Elena fed rock stars pizza for four years—now Griffintown gets a slice of that pie

After spending summers perfecting a New York-style pizza recipe for festivals' backstages, the Elena team is opening a corner slice shop in Griffintown.

J.P. Karwacki

J.P. Karwacki

October 10, 2025- Read time: 5 min
Elena fed rock stars pizza for four years—now Griffintown gets a slice of that pieYou spend four years perfecting a pizza recipe for artists backstage at music festivals, and so you open a slice shop in Griffintown. | Photography by Scott Usheroff / @cravingcurator

For the past four years, the team behind Elena have been running a side hustle only rockstars would have access to: cranking out a thousand slices a day at Osheaga, ÎleSoniq, and Lasso.

"The artists love Osheaga because of the food," Ryan Gray explained. "It's unlike any other festival. The best chefs in the city putting together this incredible catering—it became something we looked forward to all year because we loved making it. We thought we had a really good product on our hands, something special."

They did: They weren't cooking up the wood-fired Neapolitan pies they're known for in Saint-Henri, but proper 18-inch New York-style pizzas baked in deck ovens, designed for volume, reheating, and feeding very discerning crowds—pies that are on offer at Elena Pizzeria in Griffintown.

For the first time in their careers, Gray and executive chef Chris Cameron—now a partner in the new venture—had a product perfected before they even had a lease. "We had this pizza ready and no idea where we were going to make it," Gray says. "That became the trickiest part."

"The slice shop of my dreams."

Cue a hunt across Montreal for the right space. Different neighbourhoods, different sizes, different ideas. Nothing clicked. "There's a lot more pressure when you already have an established name," Gray admits. "We really wanted to make sure we were going to open something that checked off all the boxes."

Then, last September, Gray's driving through Griffintown. The construction chaos he remembered had settled. The neighbourhood had emerged, and there it was: a hundred-year-old corner building at Ottawa and Murray that he'd been eyeing since before Nora Gray even opened—coincidentally, the same spot he'd wanted back in the day.

"I was like, okay, this is it. The slice shop of my dreams."

It's hard to overstate how different this is from Gray's usual MO. His career has been built on destination restaurants in unlikely places—Elena's end-of-Saint-Henri location and Gia tucked behind a Home Depot, Nora Gray started on a drive-by street before Little Burgundy became what it is now. "I've spent my career finding spaces no one in their right mind would ever open something in," he laughs. "And now we're going back to Griffintown where it all began, but this time we want foot traffic.
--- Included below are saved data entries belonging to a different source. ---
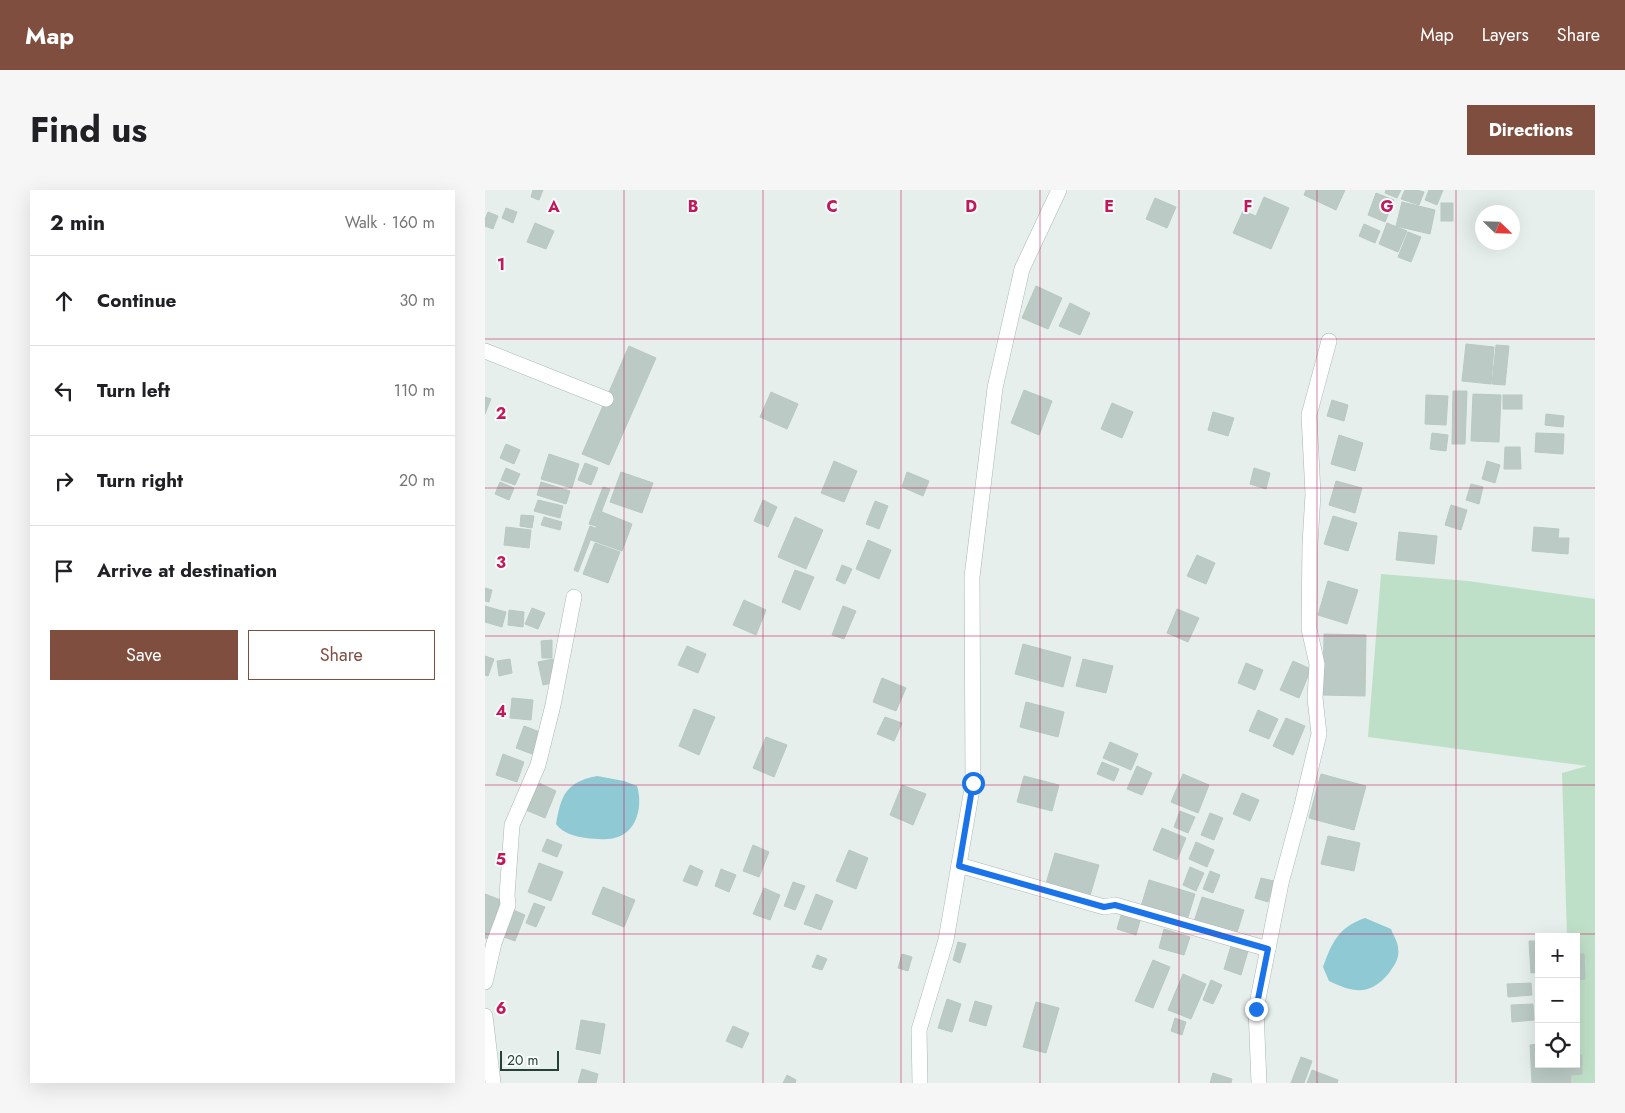 <!DOCTYPE html>
<html lang="en">
<head>
<meta charset="utf-8">
<style>
  body { margin:0; font-family:Jost,sans-serif; background:#f6f6f6; color:#202124 }
  .controls { position:absolute; right:15px; bottom:15px; display:grid; overflow:hidden; border-radius:0px; box-shadow:0 5px 20px #0002 }
  .controls button { width:45px; height:45px; display:grid; place-items:center; padding:0; border:0; border-bottom:1px solid #e0e0e0; background:#fff; color:#202124; font:25px sans-serif }
  .compass { position:absolute; left:990px; top:15px; width:45px; height:45px; border-radius:50%; background:#fff; box-shadow:0 5px 20px #0002; rotate:113deg }
  .scale { position:absolute; left:15px; bottom:12px; width:59px; box-sizing:border-box; padding-left:5px; border:2px solid #24423a; border-top:0; font-size:14px; line-height:18px; white-space:nowrap; color:#24423a; -webkit-text-stroke:4px #f7fbf9; paint-order:stroke }
  .stop { position:absolute; width:15px; height:15px; margin:-11px; border:4px solid #1a73e8; border-radius:50%; background:#fff }
  .stop.end { background:#1a73e8; border-color:#fff; box-shadow:0 1px 5px #0008 }
  .list { margin:0; padding:0; list-style:none }
  h2 { display:flex; justify-content:space-between; align-items:center; height:65px; margin:0; padding:0 20px; font-size:21px }
  h2 small { font-size:16px; font-weight:400; color:#757577 }
  .list li { display:grid; grid-template-columns:32px 1fr auto; gap:15px; align-items:center; box-sizing:border-box; height:90px; padding:0 20px; border-top:1px solid #e0e0e0 }
  .list b { display:block; font-size:19px; white-space:nowrap }
  .list em { font-size:16px; font-style:normal; color:#757577 }
  .actions { display:flex; gap:10px; padding:15px 20px }
  .actions a { flex:1; padding:11px 0; border:1px solid #7f4e3f; border-radius:0px; text-align:center; font-size:18px; color:#7f4e3f }
  .actions .main { background:#7f4e3f; color:#fff }
  .icon { flex:none; width:28px; height:28px; fill:none; stroke:currentColor; stroke-width:2; stroke-linecap:round; stroke-linejoin:round }
  .map { position:relative; flex:none; width:1110px; height:893px; overflow:hidden; border-radius:0px }
  header { display:flex; align-items:center; gap:30px; box-sizing:border-box; height:70px; padding:0 25px; background:#7f4e3f; color:#fff }
  header strong { font-size:24px }
  nav { display:flex; gap:28px; margin-inline-start:auto; font-size:18px }
  .intro { display:flex; align-items:center; justify-content:space-between; box-sizing:border-box; height:120px; padding:0 30px }
  h1 { margin:0; font-size:35px }
  .button { padding:12px 22px; border-radius:0px; background:#7f4e3f; color:#fff; font-size:18px; font-weight:700 }
  main { display:flex; gap:30px; padding:0 30px }
  aside { flex:1; background:#fff; border-radius:0px; box-shadow:0 5px 20px #0002 }
  .map>svg:first-child { display:block }
  .green { fill:#bfe0c8 }
  .water { fill:#8ec9d4 }
  .building { fill:#bbcac4; stroke:#b8c9c2 }
  .lines { fill:none; stroke-linecap:round; stroke-linejoin:round }
  .minor-casing { stroke:#a8b8b2; stroke-width:16 }
  .minor { stroke:#fff; stroke-width:15 }
  .route { stroke:#1a73e8; stroke-width:6 }
  .grid { fill:none; stroke:#c2185b; stroke-width:1; stroke-opacity:0.55 }
  .grid-label { font-size:16px; text-anchor:middle; font-weight:bold; fill:#c2185b; stroke:#f7fbf9; stroke-width:4; stroke-linejoin:round; paint-order:stroke }
</style>
</head>
<body>
<header>
<strong>Map</strong>
<nav><a>Map</a><a>Layers</a><a>Share</a></nav>
</header>
<div class="intro"><h1>Find us</h1><a class="button">Directions</a></div>
<main>
<aside>
<h2>2 min<small>Walk · 160 m</small></h2>
<ul class="list">
<li><svg class="icon" aria-label="ahead" viewBox="0 0 24 24"><path d="M12 20V5M6 11l6-6 6 6"/></svg><div><b>Continue</b></div><em>30 m</em></li>
<li><svg class="icon" aria-label="left" viewBox="0 0 24 24"><path d="M17 20v-9H6M10 6l-5 5 5 5"/></svg><div><b>Turn left</b></div><em>110 m</em></li>
<li><svg class="icon" aria-label="right" viewBox="0 0 24 24"><path d="M7 20v-9h11M14 6l5 5-5 5"/></svg><div><b>Turn right</b></div><em>20 m</em></li>
<li><svg class="icon" aria-label="arrive" viewBox="0 0 24 24"><path d="M6 21V4h12l-3 4 3 4H6"/></svg><div><b>Arrive at destination</b></div></li>
</ul>
<div class="actions"><a class="main">Save</a><a>Share</a></div>
</aside>
<div class="map">
<svg width="1110" height="893" viewBox="0 0 1110 893">
  <rect width="100%" height="100%" fill="#e6efeb"/>
  <polygon class="green" points="896,384 983,391 1110,409 1110,893 1087,893 1086,874 1091,874 1091,747 1082,747 1077,583 1102,576 883,547"/>
  <g class="water">
    <path d="M112 586 139 591 152 596C155 606 155 616 152 626 144 650 124 651 101 648 89 646 79 644 71 634 76 605 81 592 112 586Z"/>
    <path d="M880 728 906 739C908 745 913 752 913 758 915 768 909 776 904 783 885 806 869 803 844 791L838 777C847 752 854 737 880 728Z"/>
  </g>
  <g class="building">
    <polygon points="48,0 58,0 54,10 46,7"/>
    <polygon points="821,0 860,0 851,20 819,5"/>
    <polygon points="901,0 916,0 912,8 900,3"/>
    <polygon points="920,0 932,0 939,2 934,15 916,9"/>
    <polygon points="944,0 958,0 952,15 940,10"/>
    <polygon points="891,3 909,10 900,32 883,25"/>
    <polygon points="779,7 804,18 786,59 748,43 758,21 771,26"/>
    <polygon points="670,8 691,17 682,38 661,29"/>
    <polygon points="917,12 950,20 945,44 911,36"/>
    <rect x="956" y="13" width="12" height="18"/>
    <polygon points="21,18 32,22 28,33 17,28"/>
    <polygon points="3,22 13,26 8,39 0,36 0,29"/>
    <polygon points="50,33 69,41 61,59 42,52"/>
    <polygon points="902,33 922,41 913,62 894,54"/>
    <polygon points="879,34 895,41 890,53 874,46"/>
    <polygon points="923,42 936,47 926,72 913,67"/>
    <polygon points="551,96 577,108 563,139 537,128"/>
    <polygon points="585,113 605,123 595,145 574,136"/>
    <polygon points="981,154 1009,157 1006,194 977,191"/>
    <polygon points="1011,155 1024,156 1020,195 1007,194"/>
    <polygon points="144,156 171,168 124,275 97,264"/>
    <polygon points="539,200 567,211 554,245 526,233"/>
    <polygon points="968,201 982,201 980,254 967,254"/>
    <polygon points="286,202 313,214 302,239 275,227"/>
    <polygon points="988,204 1016,205 1014,252 986,251"/>
    <polygon points="941,205 963,206 961,235 940,234"/>
    <rect x="1018" y="205" width="19" height="14"/>
    <polygon points="0,207 6,209 0,224"/>
    <polygon points="847,210 863,215 859,231 842,226"/>
    <polygon points="627,213 648,222 637,248 616,239"/>
    <polygon points="728,222 749,228 743,246 723,240"/>
    <polygon points="1061,224 1079,226 1078,237 1060,235"/>
    <polygon points="947,243 963,245 961,261 945,259"/>
    <polygon points="1051,243 1079,244 1078,264 1050,262"/>
    <polygon points="854,245 878,253 870,281 846,274"/>
    <polygon points="21,254 35,260 29,274 15,268"/>
    <polygon points="1020,257 1035,257 1036,279 1019,279"/>
    <polygon points="64,264 94,274 87,298 56,289"/>
    <polygon points="349,271 372,281 359,312 336,303"/>
    <polygon points="1002,271 1015,275 1010,293 997,289"/>
    <polygon points="100,273 113,278 106,295 93,290"/>
    <polygon points="21,278 35,284 30,295 16,290"/>
    <polygon points="769,278 785,283 781,299 765,294"/>
    <polygon points="136,282 168,293 157,323 125,312"/>
    <polygon points="422,282 444,291 438,306 417,297"/>
    <polygon points="851,291 877,298 870,323 844,315"/>
    <polygon points="15,292 29,298 24,310 10,304"/>
    <polygon points="56,292 85,301 81,314 52,305"/>
    <polygon points="986,294 998,297 994,314 981,310"/>
    <polygon points="118,297 125,299 111,336 104,334"/>
    <polygon points="53,310 78,316 75,328 49,321"/>
    <polygon points="278,310 292,317 283,337 269,331"/>
    <polygon points="390,311 403,316 394,339 381,334"/>
    <polygon points="966,315 982,320 976,340 960,335"/>
    <polygon points="117,322 147,334 137,361 106,350"/>
    <polygon points="36,325 49,326 47,338 35,336"/>
    <polygon points="848,326 872,333 863,361 839,354"/>
    <polygon points="59,327 77,332 75,340 56,335"/>
    <polygon points="310,327 338,340 321,379 293,367"/>
    <polygon points="105,336 110,338 93,382 89,380"/>
    <polygon points="21,337 46,340 44,358 19,355"/>
    <polygon points="1049,337 1074,339 1073,348 1084,348 1083,364 1047,361"/>
    <polygon points="914,342 952,346 949,374 911,370"/>
    <polygon points="383,350 406,360 394,389 371,379"/>
    <polygon points="110,353 135,362 123,393 98,384"/>
    <polygon points="712,365 730,373 721,394 702,386"/>
    <polygon points="357,375 367,379 360,394 351,390"/>
    <polygon points="310,380 329,387 315,420 297,412"/>
    <polygon points="843,391 873,400 862,434 833,425"/>
    <polygon points="0,398 7,400 4,412 0,411"/>
    <polygon points="259,410 281,420 271,445 248,435"/>
    <polygon points="0,416 21,422 17,437 0,432"/>
    <polygon points="358,416 371,421 359,449 347,445"/>
    <polygon points="47,418 60,423 53,439 40,434"/>
    <polygon points="692,419 714,428 703,452 682,443"/>
    <polygon points="24,420 39,422 38,437 23,435"/>
    <polygon points="839,444 881,445 880,506 838,505"/>
    <polygon points="67,450 67,468 57,468 56,451"/>
    <polygon points="538,454 586,467 578,497 530,484"/>
    <polygon points="202,456 221,464 213,483 193,475"/>
    <polygon points="0,466 9,469 3,486 0,485"/>
    <polygon points="25,469 27,483 14,486 12,471"/>
    <polygon points="68,469 72,492 58,495 53,472"/>
    <polygon points="598,469 628,476 621,503 591,496"/>
    <polygon points="808,471 826,479 814,508 795,500"/>
    <polygon points="761,473 778,480 770,500 753,493"/>
    <polygon points="397,488 421,498 411,521 388,512"/>
    <polygon points="27,508 48,510 46,530 25,528"/>
    <polygon points="541,512 579,522 573,547 535,537"/>
    <polygon points="209,519 230,527 214,565 194,556"/>
    <polygon points="773,520 793,529 784,549 764,541"/>
    <polygon points="400,527 417,533 409,551 392,544"/>
    <polygon points="801,528 820,536 808,565 788,556"/>
    <polygon points="39,536 55,542 47,564 31,558"/>
    <polygon points="281,547 302,555 289,587 268,578"/>
    <polygon points="625,552 653,564 646,580 618,568"/>
    <polygon points="18,564 39,572 32,592 11,585"/>
    <polygon points="617,572 634,579 629,591 612,584"/>
    <polygon points="652,576 667,583 657,605 642,599"/>
    <polygon points="698,584 724,595 713,623 686,612"/>
    <polygon points="836,584 881,596 869,640 824,628"/>
    <polygon points="539,586 574,595 567,621 532,612"/>
    <polygon points="52,592 71,601 60,628 41,620"/>
    <polygon points="417,595 441,604 428,635 405,625"/>
    <polygon points="757,603 774,610 765,631 748,624"/>
    <polygon points="695,621 710,627 703,643 689,637"/>
    <polygon points="725,623 738,628 729,650 716,645"/>
    <polygon points="677,638 701,648 692,670 668,660"/>
    <polygon points="843,646 875,653 869,681 836,674"/>
    <polygon points="62,649 77,655 72,667 57,661"/>
    <polygon points="711,652 729,660 722,677 704,669"/>
    <polygon points="268,655 284,662 274,687 258,681"/>
    <polygon points="364,660 383,668 371,699 351,691"/>
    <polygon points="570,663 614,675 604,709 560,697"/>
    <polygon points="54,673 78,682 66,711 43,702"/>
    <polygon points="205,675 218,681 212,696 198,691"/>
    <polygon points="705,677 719,683 711,701 698,695"/>
    <polygon points="236,679 251,685 244,702 230,696"/>
    <polygon points="725,681 735,685 728,703 718,699"/>
    <polygon points="776,688 789,691 783,712 770,708"/>
    <polygon points="664,690 710,704 700,737 654,723"/>
    <polygon points="308,692 320,696 310,720 299,716"/>
    <polygon points="118,697 150,710 139,737 107,724"/>
    <polygon points="279,698 295,705 285,730 268,724"/>
    <polygon points="0,704 21,712 6,750 0,748"/>
    <polygon points="331,704 348,711 336,740 319,734"/>
    <polygon points="717,707 759,720 749,752 707,738"/>
    <polygon points="49,713 60,717 51,737 41,733"/>
    <polygon points="26,719 40,725 30,751 16,746"/>
    <polygon points="637,722 656,727 651,745 632,739"/>
    <polygon points="679,739 705,747 699,765 674,758"/>
    <polygon points="1044,751 1054,751 1054,782 1046,783"/>
    <polygon points="473,752 481,754 475,773 468,770"/>
    <polygon points="746,756 763,761 756,785 739,779"/>
    <polygon points="417,764 427,767 423,781 413,778"/>
    <polygon points="1091,764 1099,764 1100,789 1091,790"/>
    <polygon points="332,765 342,769 337,780 327,777"/>
    <polygon points="668,770 685,777 668,818 650,811"/>
    <polygon points="698,784 721,794 706,829 683,820"/>
    <polygon points="726,790 737,795 728,814 718,810"/>
    <polygon points="1046,793 1047,805 1023,807 1022,794"/>
    <polygon points="1051,795 1054,795 1054,818 1052,818"/>
    <polygon points="462,809 476,814 467,842 453,838"/>
    <polygon points="490,811 507,816 501,836 484,831"/>
    <polygon points="551,812 574,818 561,863 538,857"/>
    <polygon points="1048,814 1049,830 1027,832 1026,815"/>
    <rect x="1051" y="822" width="3" height="10"/>
    <polygon points="690,828 701,832 697,845 686,841"/>
    <polygon points="96,830 120,834 115,864 91,859"/>
    <polygon points="248,836 264,843 257,858 241,851"/>
    <polygon points="1054,854 1054,874 1091,874 1091,866 1097,865 1097,884 1086,885 1086,893 1047,893 1045,855"/>
    <polygon points="816,867 827,871 819,893 806,893"/>
    <polygon points="97,879 113,884 111,893 93,893"/>
    <polygon points="827,880 853,890 852,893 822,893"/>
    <polygon points="728,883 747,889 746,893 725,893"/>
    <polygon points="302,885 311,890 310,893 298,893"/>
  </g>
  <g class="lines">
    <defs>
      <g id="minor">
        <polyline points="0,161 121,209"/>
        <polyline points="474,675 619,717 630,715 783,759"/>
        <polyline points="0,792 9,753 23,715 22,705 27,635 53,575 68,515 89,407"/>
        <polyline points="0,826 8,893"/>
        <polyline points="435,893 434,840 461,750 488,593 487,387 510,198 537,79 574,0"/>
        <polyline points="774,893 771,819 796,693 816,619 834,544 830,508 832,474 824,439 825,354 828,304 824,225 844,151"/>
      </g>
    </defs>
    <use href="#minor" class="minor-casing"/>
    <use href="#minor" class="minor"/>
  </g>
  <g class="lines">
    <polyline class="route" points="488,593 474,676 619,717 630,715 783,759 771,819"/>
  </g>
  <path class="grid" d="M139 0V893M278 0V893M416 0V893M555 0V893M694 0V893M832 0V893M971 0V893M0 149H1110M0 298H1110M0 446H1110M0 595H1110M0 744H1110"/>
  <g class="grid-label">
    <text x="69" y="22">A</text>
    <text x="208" y="22">B</text>
    <text x="347" y="22">C</text>
    <text x="486" y="22">D</text>
    <text x="624" y="22">E</text>
    <text x="763" y="22">F</text>
    <text x="902" y="22">G</text>
    <text x="16" y="80">1</text>
    <text x="16" y="229">2</text>
    <text x="16" y="378">3</text>
    <text x="16" y="527">4</text>
    <text x="16" y="675">5</text>
    <text x="16" y="824">6</text>
  </g>
</svg>
<div class="controls">
<button>+</button>
<button>−</button>
<button><svg class="icon" aria-label="locate" viewBox="0 0 24 24"><circle cx="12" cy="12" r="6"/><path d="M12 2v4M12 18v4M2 12h4M18 12h4"/></svg></button>
</div>
<svg class="compass" viewBox="-18 -18 36 36"><path d="M0-13l5 13h-10z" fill="#e53935"/><path d="M0 13l5-13h-10z" fill="#757577"/></svg>
<div class="scale">20 m</div>
<div class="stop" style="left:488px;top:593px"></div>
<div class="stop end" style="left:771px;top:819px"></div>
</div>
</main>
</body>
</html>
We want walk-ins. We want a lot of people."

Gray worked with Zébulon Perron of Atelier Moderno on the buildout—a funny collaboration, given the scale. "He was like, 'What do you even want me to do here?'" Gray laughs. "But with a space that small, you want to make sure you're maximizing and not compromising."

Griffintown delivers

The spot is a block off Peel, a block north of the ÉTS campus, a block south of the Lachine Canal. Vertical living, engineers, office workers, volleyball courts, cyclists. "It's really a cool spot. We were pinching ourselves that it was available—and that it's also beautiful. A really nice old corner in an old building with lots of windows and lots of light."

At 500 square feet, it's the smallest thing Gray's ever opened, and the first that isn't a sit-down restaurant. "We've never opened anything that wasn't like a full-service spot. This is going to be more of a good-food-quickly kind of thing."

Here, that festival pizza recipe that's been quietly perfected over four summers—a two-day sourdough made with local organic flour, freshly milled by La Milanaise—gets topped with quality. The "Dany" from Elena makes an appearance (mozzarella di bufala, spinach, sesame, spicy honey), alongside a classic New York pepperoni, a mushroom pie, and a Rossa. There's a kale Caesar. A not-quite-a-hoagie Italian sandwich with three meats, red wine vinegar, olive oil, and oregano. And soft-serve gelato.

Gray's wine program comes too, scaled down but no less thoughtful. Natural wines from small producers, a bit more Quebec on the list this time—"I think the wines have never been better, and as far as price point for a pizzeria, it's probably the best value proposition on the market right now," Ryan adds.

Beer, sparkling drinks, counter service. A couple of booths if you want to linger. A long counter if you'd rather stand and eat your slice right then and there.

The result is a corner pizzeria that feels like it's always been there, in a neighbourhood that's finally ready for it. Griffintown's last century-old building, holding its ground in a sea of glass towers. "It'd be gorgeous anywhere in the city," Gray says. "But the fact that it's there—it's like a little beacon."

Pizzeria Elena officially opened Wednesday, October 8th following a friends-and-family night and free pizza day to stress-test the operation. Hours are noon to 8 p.m., Wednesday through Sunday, to start.

Pizzeria Elena opens October 8 with counter service, natural wine, soft-serve gelato, and the slices that fed the festival circuit—now available to the rest of us.